Actionscript supports hashes as a built-in data type – basically an extension of arrays. This is one of the most elegant things about javascript and actionscript, in my opinion, and I sorely miss it in Java and p5 — in these languages you must use the Hash class, which involves some ugly code, so I usually don’t bother.

Some recent mosaics

February 12th, 2006

Flickr Mosaic: Belated Valentine 1.2 (2006)

Happy Valentine’s Day!

This mosaic was made from about 3300 candidate Flickr images containing one of the tags love, heart, kiss, hug or venus.

Target Image: Detail from Botticelli “The Birth of Venus”

I wrote my photomosaic software in Perl, making use of ImageMagick, and the Flickr API. I describe some techniques for making photomosaics such as these, in the book Flickr Hacks, from O’Reilly.

This is the third version of this mosaic that I have posted on Flickr. The previous one was made a year ago, a little after Valentine’s day, hence the title: Belated Valentine 1.2.

Mosaic: Happy Birthday Flickr!

This mosaic was prepared for Flickr’s 2nd Birthday Bash, which started earlier this evening. The images come from the color fields and stock groups on Flickr. The mosaic, and another very similar to it, were printed as posters and t-shirts for the event by QOOP.

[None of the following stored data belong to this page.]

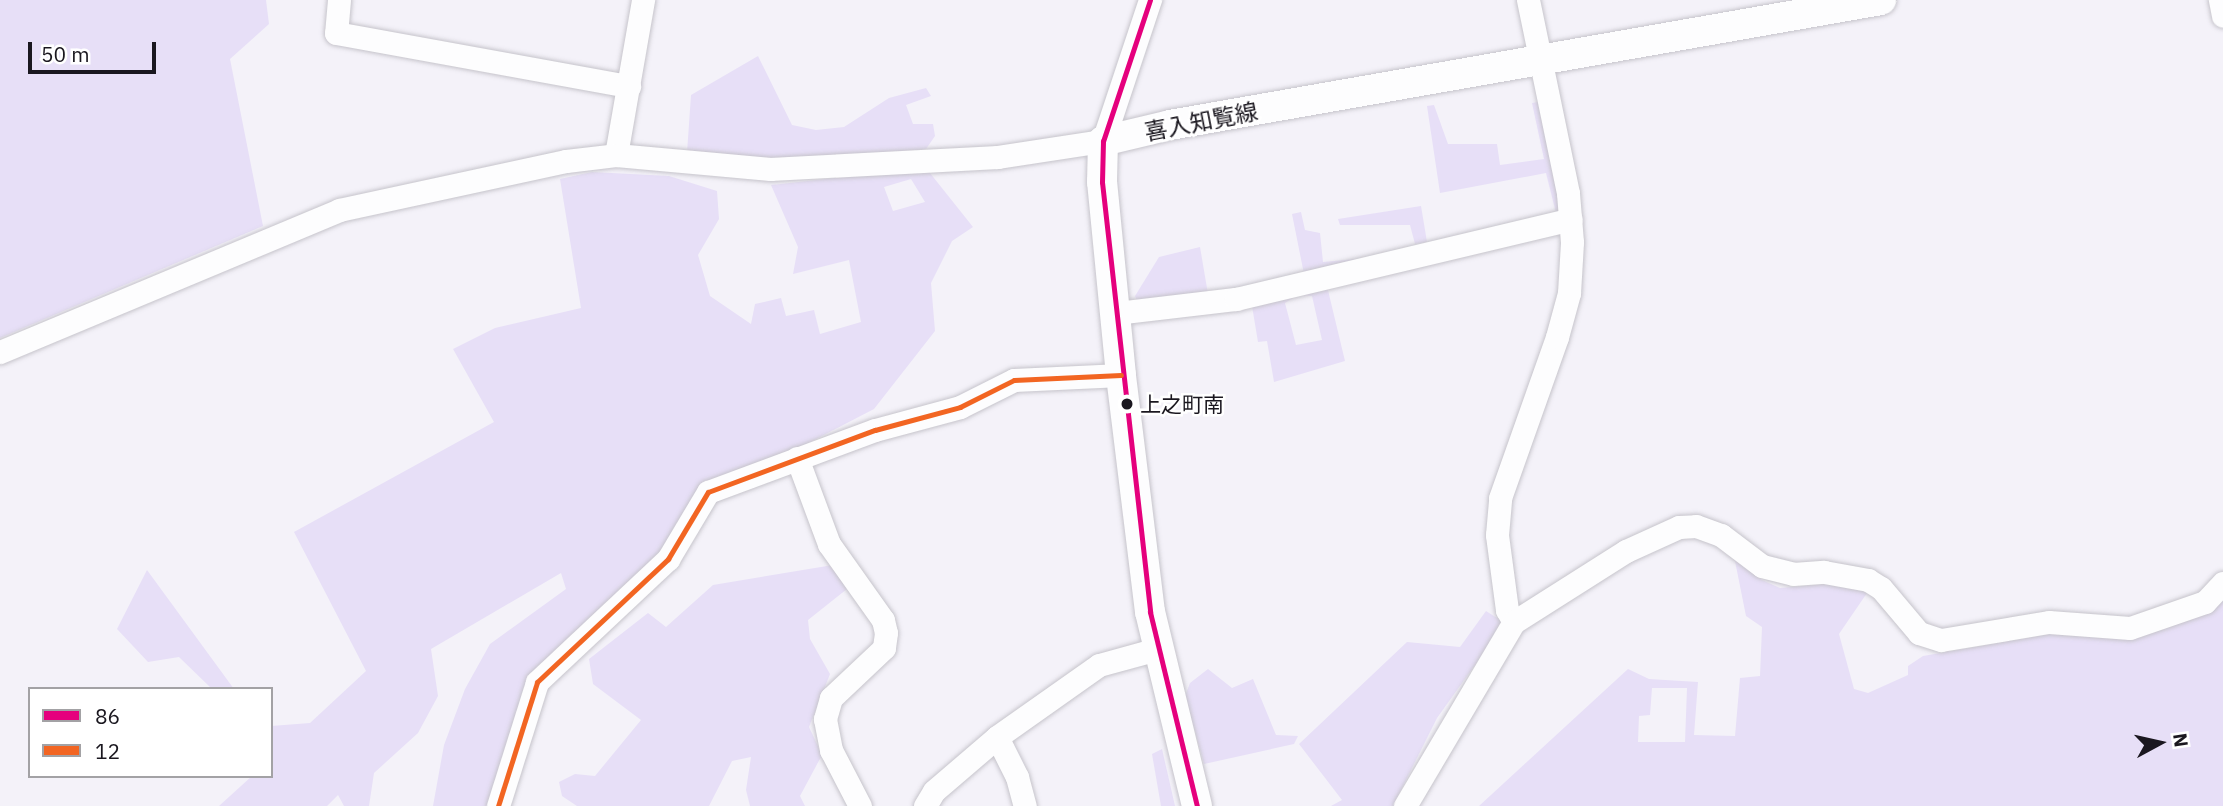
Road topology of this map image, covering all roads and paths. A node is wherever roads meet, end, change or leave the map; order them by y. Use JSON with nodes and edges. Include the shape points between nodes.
{"nodes":[{"id":1,"x":339,"y":0,"type":"edge"},
{"id":2,"x":643,"y":0,"type":"edge"},
{"id":3,"x":1150,"y":0,"type":"edge"},
{"id":4,"x":1528,"y":0,"type":"edge"},
{"id":5,"x":1881,"y":0,"type":"edge"},
{"id":6,"x":2220,"y":0,"type":"edge"},
{"id":7,"x":2223,"y":16,"type":"edge"},
{"id":8,"x":1539,"y":61,"type":"junction"},
{"id":9,"x":629,"y":86,"type":"junction"},
{"id":10,"x":1102,"y":141,"type":"junction"},
{"id":11,"x":616,"y":155,"type":"junction"},
{"id":12,"x":1571,"y":219,"type":"junction"},
{"id":13,"x":1116,"y":313,"type":"junction"},
{"id":14,"x":0,"y":352,"type":"edge"},
{"id":15,"x":1121,"y":375,"type":"junction"},
{"id":16,"x":797,"y":458,"type":"junction"},
{"id":17,"x":2223,"y":583,"type":"edge"},
{"id":18,"x":1514,"y":621,"type":"junction"},
{"id":19,"x":1157,"y":649,"type":"junction"},
{"id":20,"x":997,"y":737,"type":"junction"},
{"id":21,"x":498,"y":806,"type":"edge"},
{"id":22,"x":860,"y":806,"type":"edge"},
{"id":23,"x":925,"y":806,"type":"edge"},
{"id":24,"x":1025,"y":806,"type":"edge"},
{"id":25,"x":1197,"y":806,"type":"edge"},
{"id":26,"x":1405,"y":806,"type":"edge"}],
"edges":[{"from":1,"to":9,"type":"street","via":[[336,33]]},
{"from":2,"to":9,"type":"street"},
{"from":3,"to":10,"type":"street"},
{"from":4,"to":8,"type":"street"},
{"from":5,"to":8,"type":"main road","name":"喜入知覧線"},
{"from":6,"to":7,"type":"street"},
{"from":8,"to":10,"type":"main road","name":"喜入知覧線"},
{"from":8,"to":12,"type":"street"},
{"from":9,"to":11,"type":"street"},
{"from":10,"to":11,"type":"street","via":[[998,157],[770,169]]},
{"from":10,"to":13,"type":"main road"},
{"from":11,"to":14,"type":"street","via":[[473,179],[339,210]]},
{"from":12,"to":13,"type":"street","via":[[1236,299]]},
{"from":12,"to":18,"type":"street","via":[[1569,293],[1500,498],[1497,535],[1507,610]]},
{"from":13,"to":15,"type":"main road"},
{"from":15,"to":16,"type":"street","via":[[1014,380],[960,407]]},
{"from":15,"to":19,"type":"main road"},
{"from":16,"to":21,"type":"street","via":[[708,492],[668,559],[537,682]]},
{"from":16,"to":22,"type":"street","via":[[829,544],[883,620],[886,633],[884,648],[831,698],[825,719],[831,750]]},
{"from":17,"to":18,"type":"street","via":[[2205,602],[2130,628],[2049,622],[1941,640],[1919,633],[1881,588],[1868,580],[1824,572],[1793,574],[1762,566],[1721,535],[1696,526],[1679,527],[1626,551]]},
{"from":18,"to":26,"type":"street"},
{"from":19,"to":20,"type":"street","via":[[1099,665]]},
{"from":19,"to":25,"type":"main road"},
{"from":20,"to":23,"type":"street","via":[[934,791]]},
{"from":20,"to":24,"type":"street"}]}
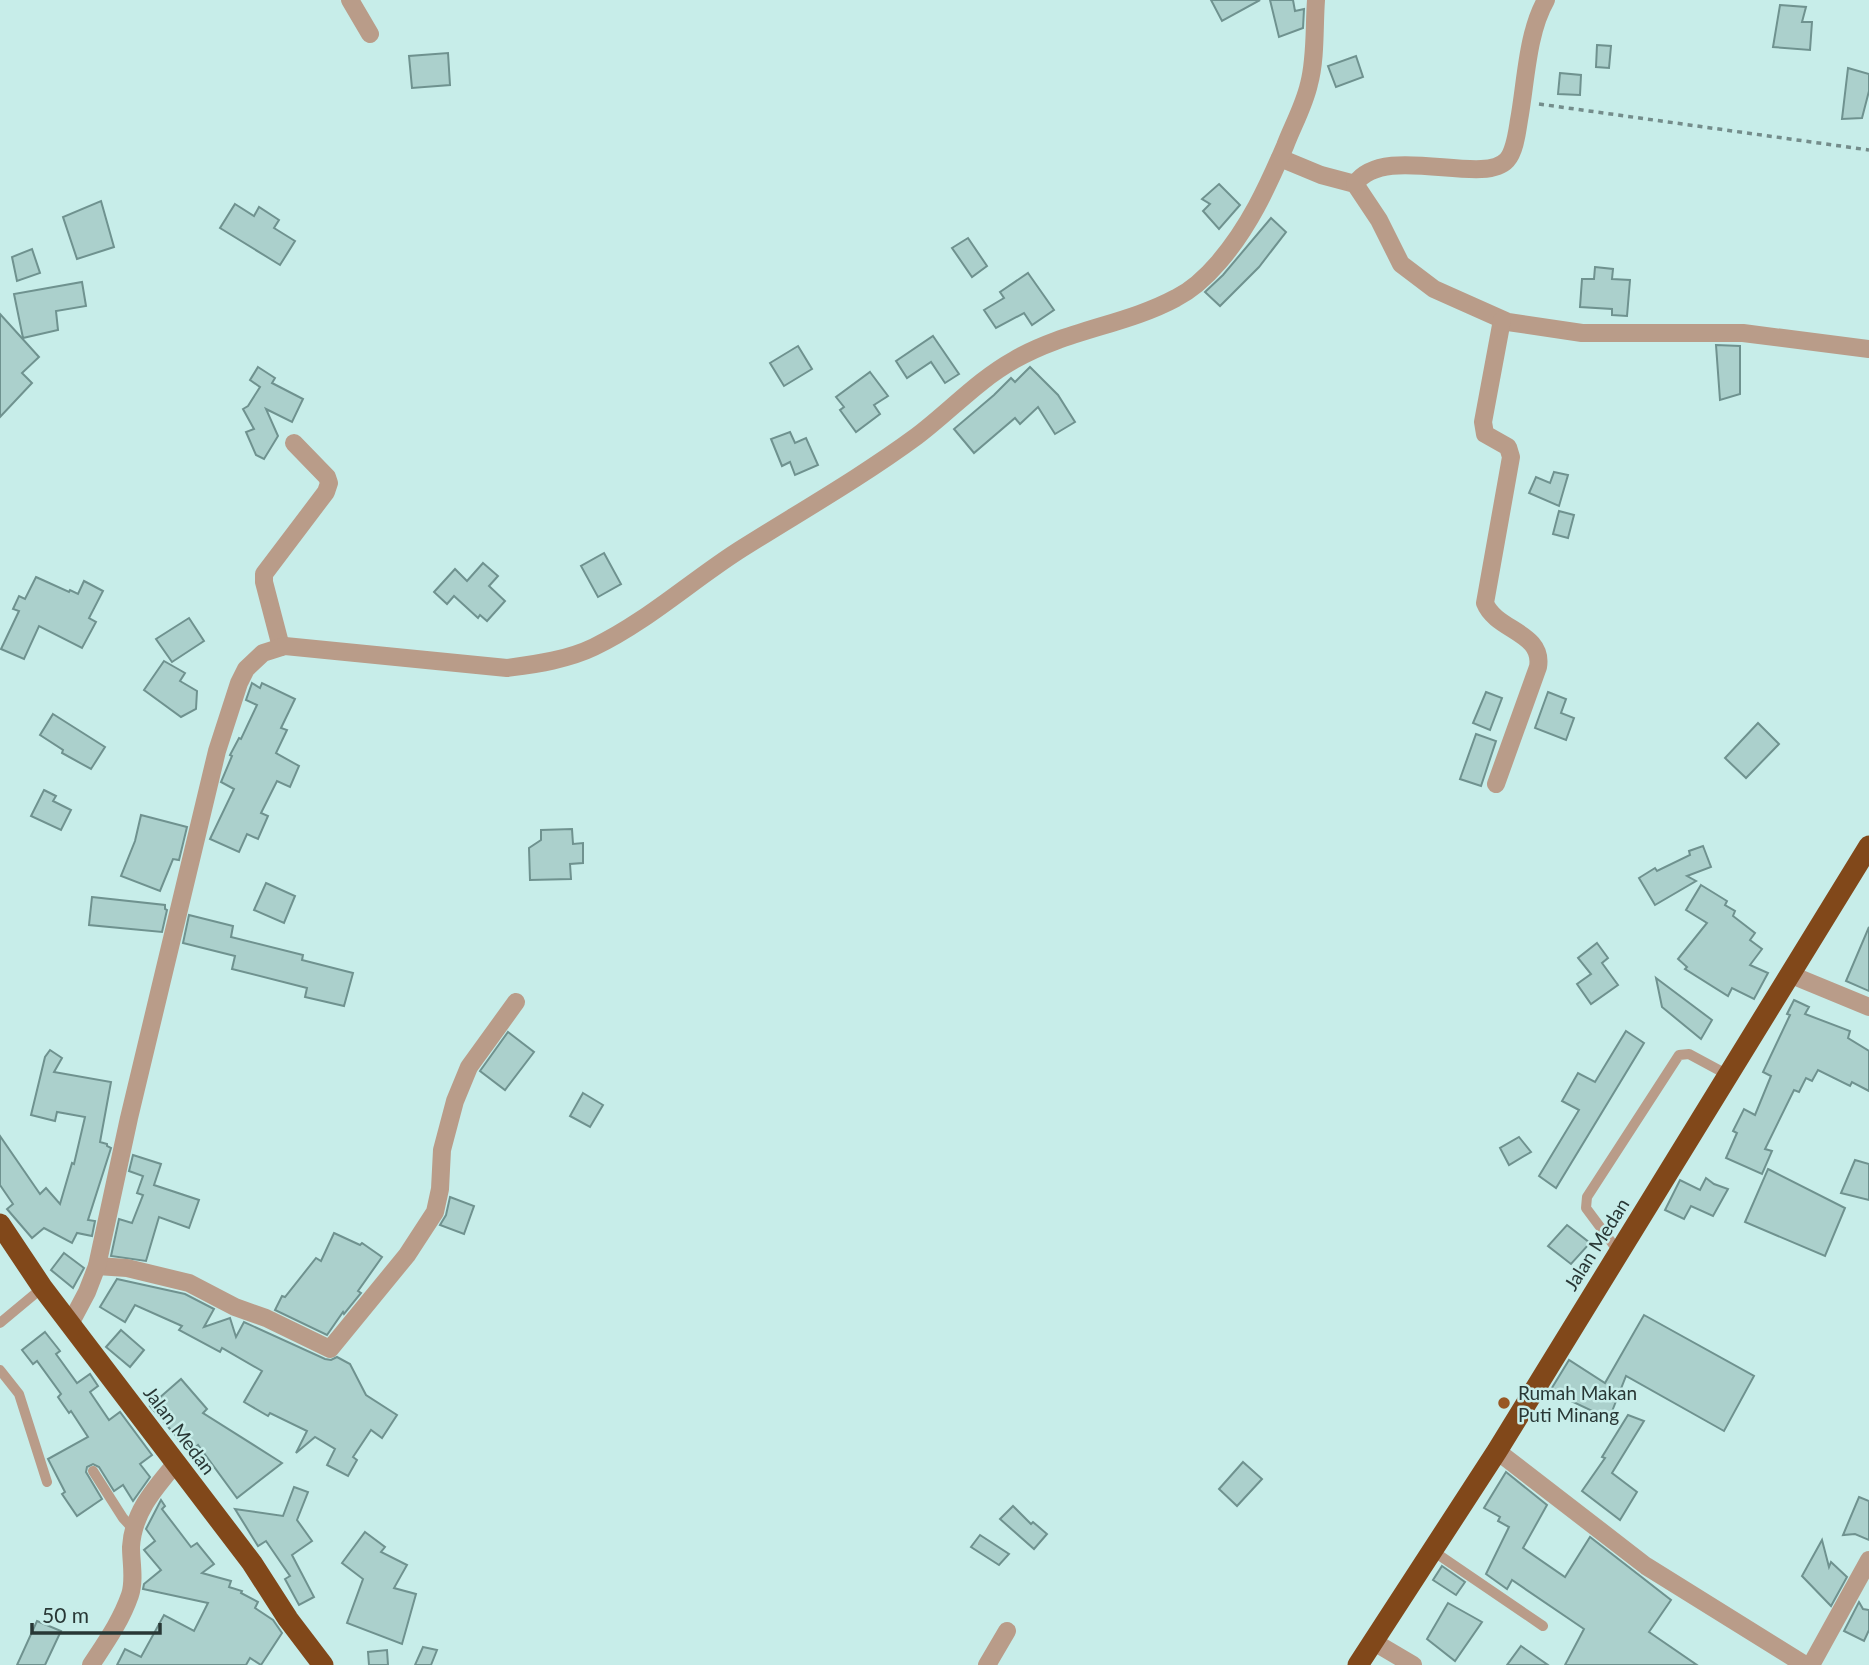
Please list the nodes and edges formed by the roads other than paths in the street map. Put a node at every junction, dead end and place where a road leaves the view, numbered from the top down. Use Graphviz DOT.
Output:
graph roads {
  1 [pos="350,0"];
  2 [pos="1315,0"];
  3 [pos="1546,0"];
  4 [pos="370,34"];
  5 [pos="1280,158"];
  6 [pos="1355,184"];
  7 [pos="1502,320"];
  8 [pos="1869,349"];
  9 [pos="294,443"];
  10 [pos="281,647"];
  11 [pos="1496,783"];
  12 [pos="1869,846"];
  13 [pos="1789,975"];
  14 [pos="516,1002"];
  15 [pos="1869,1007"];
  16 [pos="1728,1074"];
  17 [pos="0,1224"];
  18 [pos="1618,1251"];
  19 [pos="97,1266"];
  20 [pos="43,1287"];
  21 [pos="0,1323"];
  22 [pos="70,1324"];
  23 [pos="0,1370"];
  24 [pos="1497,1451"];
  25 [pos="176,1463"];
  26 [pos="93,1471"];
  27 [pos="47,1482"];
  28 [pos="134,1530"];
  29 [pos="1432,1550"];
  30 [pos="1869,1560"];
  31 [pos="1544,1626"];
  32 [pos="1007,1631"];
  33 [pos="1374,1643"];
  34 [pos="91,1665"];
  35 [pos="323,1665"];
  36 [pos="987,1665"];
  37 [pos="1358,1665"];
  38 [pos="1413,1665"];
  39 [pos="1805,1665"];
  40 [pos="1811,1665"];
  1 -- 4 [label="street"];
  2 -- 5 [label="street"];
  3 -- 6 [label="street"];
  5 -- 6 [label="street"];
  5 -- 10 [label="street"];
  6 -- 7 [label="street"];
  7 -- 8 [label="street"];
  7 -- 11 [label="street"];
  9 -- 10 [label="street"];
  10 -- 19 [label="street"];
  12 -- 13 [label="highway, Jalan Medan"];
  13 -- 15 [label="street"];
  13 -- 16 [label="highway, Jalan Medan"];
  14 -- 19 [label="street"];
  16 -- 18 [label="highway, Jalan Medan"];
  16 -- 18 [label="lane"];
  17 -- 20 [label="highway, Jalan Medan"];
  18 -- 24 [label="highway, Jalan Medan"];
  19 -- 22 [label="street"];
  20 -- 21 [label="lane"];
  20 -- 22 [label="highway, Jalan Medan"];
  22 -- 25 [label="highway, Jalan Medan"];
  23 -- 27 [label="lane"];
  24 -- 29 [label="highway, Jalan Medan"];
  24 -- 39 [label="street"];
  25 -- 28 [label="street"];
  25 -- 35 [label="highway, Jalan Medan"];
  26 -- 28 [label="lane"];
  28 -- 34 [label="street"];
  29 -- 31 [label="lane"];
  29 -- 33 [label="highway, Jalan Medan"];
  30 -- 40 [label="street"];
  32 -- 36 [label="street"];
  33 -- 37 [label="highway, Jalan Medan"];
  33 -- 38 [label="street"];
}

Sadly I couldn’t attend the event, as I was busy teaching high school students to make a Flash game in which you dress Godzilla in funny clothes (week 2 of my actionscript class at Art Center).

If you like these images, check out my other mosaics and my posters.

Flickr Hacks – Now tangible!

February 10th, 2006

Flickr Hacks

No longer a rough cutFlickr Hacks is now in print!

Brian Sawyer, our excellent editor, posted this image, which constitutes proof.

There will be some signed copies of Flickr Hacks at the Flickr 2nd Birthday Bash this saturday, as well as some other surprises which I had a hand in. Sadly, I’m teaching my Flash class on Saturday, so I can’t attend in person. Raise a glass for me!